無名時代のスティーヴィー・ワンダーのレコードを誰よりも早く絶賛し、音楽雑誌で真面目なレコード評論を連載していたほどの本格的な音楽マニアでした。


​その膨大な洋楽の知識は、コントの随所に「サンプリング(引用)」という形で生かされています。


​例えば、誰もが知る「ヒゲダンス」のBGMは、ソウルシンガーであるテディ・ペンダーグラスの『Do Me』という曲のベースラインを抜き出してループさせたものです。


また、「生麦、生米、生卵」でおなじみの「早口ことば」のコーナーも、ウィルソン・ピケットの大ヒット曲『Don't Knock My Love』のファンキーなリズムに乗せています。


これは、アメリカの黒人音楽のグルーヴに日本語の言葉遊びを乗せた、日本におけるラップ(ヒップホップ)の先駆けとも言える画期的な発明でした。


​さらにコント中のアドリブでも、ジェームス・ブラウンの「ゲロッパ!(Get up-a!)」を叫んだり、ヴァン・マッコイの『ハッスル』のステップを取り入れたりと、世界中のカッコいい音楽のリズムを、日本のお茶の間の「笑い」に見事に変換していたのです。


​パピアント・グッチャンのギャグも同様です。

志村さんは、スタッフの宴会芸の中に「コントに使える完璧なリズム」を見出しました。そこに、シャンソン由来の「アーウィ!」というキャッチーなフレーズと大げさなポーズを掛け合わせて、全国区の笑いに昇華させたのです。


これはまさに、一流のDJが過去の名曲のフレーズを切り取って、全く新しい音楽を生み出す感覚に似ています。

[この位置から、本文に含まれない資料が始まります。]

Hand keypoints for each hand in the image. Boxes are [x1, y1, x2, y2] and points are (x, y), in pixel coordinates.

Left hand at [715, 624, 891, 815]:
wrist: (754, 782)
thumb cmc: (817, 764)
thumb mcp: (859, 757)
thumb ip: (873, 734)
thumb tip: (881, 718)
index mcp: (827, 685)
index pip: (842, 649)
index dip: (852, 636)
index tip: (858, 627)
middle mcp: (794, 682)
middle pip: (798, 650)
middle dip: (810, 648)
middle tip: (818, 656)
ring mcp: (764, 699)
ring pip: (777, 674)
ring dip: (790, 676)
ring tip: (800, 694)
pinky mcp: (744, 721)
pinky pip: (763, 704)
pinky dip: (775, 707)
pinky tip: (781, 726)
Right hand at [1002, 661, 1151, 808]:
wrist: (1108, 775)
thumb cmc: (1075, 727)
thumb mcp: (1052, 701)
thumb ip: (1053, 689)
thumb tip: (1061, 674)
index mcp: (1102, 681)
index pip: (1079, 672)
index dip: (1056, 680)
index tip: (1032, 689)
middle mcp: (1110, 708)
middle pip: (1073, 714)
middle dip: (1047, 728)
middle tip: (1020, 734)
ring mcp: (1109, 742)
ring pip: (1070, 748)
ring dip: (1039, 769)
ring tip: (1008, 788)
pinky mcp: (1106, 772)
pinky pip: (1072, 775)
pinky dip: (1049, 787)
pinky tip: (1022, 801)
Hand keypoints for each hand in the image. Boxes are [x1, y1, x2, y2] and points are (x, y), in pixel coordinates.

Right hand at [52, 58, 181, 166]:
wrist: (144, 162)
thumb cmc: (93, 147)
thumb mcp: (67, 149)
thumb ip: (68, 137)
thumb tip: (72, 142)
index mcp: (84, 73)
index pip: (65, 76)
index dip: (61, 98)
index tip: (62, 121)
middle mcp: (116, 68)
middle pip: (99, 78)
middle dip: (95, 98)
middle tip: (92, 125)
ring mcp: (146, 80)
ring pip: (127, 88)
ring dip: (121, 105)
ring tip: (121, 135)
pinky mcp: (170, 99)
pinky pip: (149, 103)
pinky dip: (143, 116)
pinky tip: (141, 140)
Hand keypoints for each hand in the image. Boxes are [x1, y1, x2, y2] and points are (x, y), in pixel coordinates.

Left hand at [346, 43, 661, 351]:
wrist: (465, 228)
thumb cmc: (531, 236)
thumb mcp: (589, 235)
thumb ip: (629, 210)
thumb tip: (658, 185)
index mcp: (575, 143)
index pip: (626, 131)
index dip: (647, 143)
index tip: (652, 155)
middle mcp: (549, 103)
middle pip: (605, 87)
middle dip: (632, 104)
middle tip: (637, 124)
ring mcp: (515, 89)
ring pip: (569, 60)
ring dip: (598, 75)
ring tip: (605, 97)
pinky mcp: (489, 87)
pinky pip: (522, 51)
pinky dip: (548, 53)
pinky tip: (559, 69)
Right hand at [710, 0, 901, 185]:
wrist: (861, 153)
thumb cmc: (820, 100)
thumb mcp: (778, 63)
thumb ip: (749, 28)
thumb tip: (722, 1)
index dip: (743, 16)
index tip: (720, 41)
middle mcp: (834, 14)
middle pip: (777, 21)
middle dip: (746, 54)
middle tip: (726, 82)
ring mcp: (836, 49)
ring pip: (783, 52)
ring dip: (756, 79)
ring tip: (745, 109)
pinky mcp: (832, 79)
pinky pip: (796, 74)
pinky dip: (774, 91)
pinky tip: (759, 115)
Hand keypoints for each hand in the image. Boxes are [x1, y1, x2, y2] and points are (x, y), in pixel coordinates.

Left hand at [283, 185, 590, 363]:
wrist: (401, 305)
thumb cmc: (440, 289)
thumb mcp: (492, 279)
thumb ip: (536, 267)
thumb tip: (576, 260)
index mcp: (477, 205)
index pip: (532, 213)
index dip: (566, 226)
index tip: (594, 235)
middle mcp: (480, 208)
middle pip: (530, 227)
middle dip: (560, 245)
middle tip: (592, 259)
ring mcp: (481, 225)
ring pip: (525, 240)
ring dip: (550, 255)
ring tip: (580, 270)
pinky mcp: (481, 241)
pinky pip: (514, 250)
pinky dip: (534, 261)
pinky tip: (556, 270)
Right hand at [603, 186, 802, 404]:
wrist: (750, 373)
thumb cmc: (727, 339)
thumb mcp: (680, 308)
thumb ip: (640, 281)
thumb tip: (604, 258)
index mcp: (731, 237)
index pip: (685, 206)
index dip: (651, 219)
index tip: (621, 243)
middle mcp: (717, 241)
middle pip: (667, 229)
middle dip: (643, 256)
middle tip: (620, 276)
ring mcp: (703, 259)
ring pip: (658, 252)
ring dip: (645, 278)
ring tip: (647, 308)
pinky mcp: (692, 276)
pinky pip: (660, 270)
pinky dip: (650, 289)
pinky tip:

​スタジオのスタッフの笑い声がそのまま放送に乗り、裏方も演者も一緒になって熱のある番組を作っていた時代。


たった数秒のギャグの背景に、これほどまでに豊かな音楽の知識と、人を惹きつけるリズム感が隠されていることに改めて驚かされます。


​今夜は濃いめに淹れたブラックコーヒーでも飲みながら、志村さんが愛した古いソウルミュージックやシャンソンの名曲に耳を傾け、あの頃のテレビの熱量を懐かしく思い返してみるつもりです。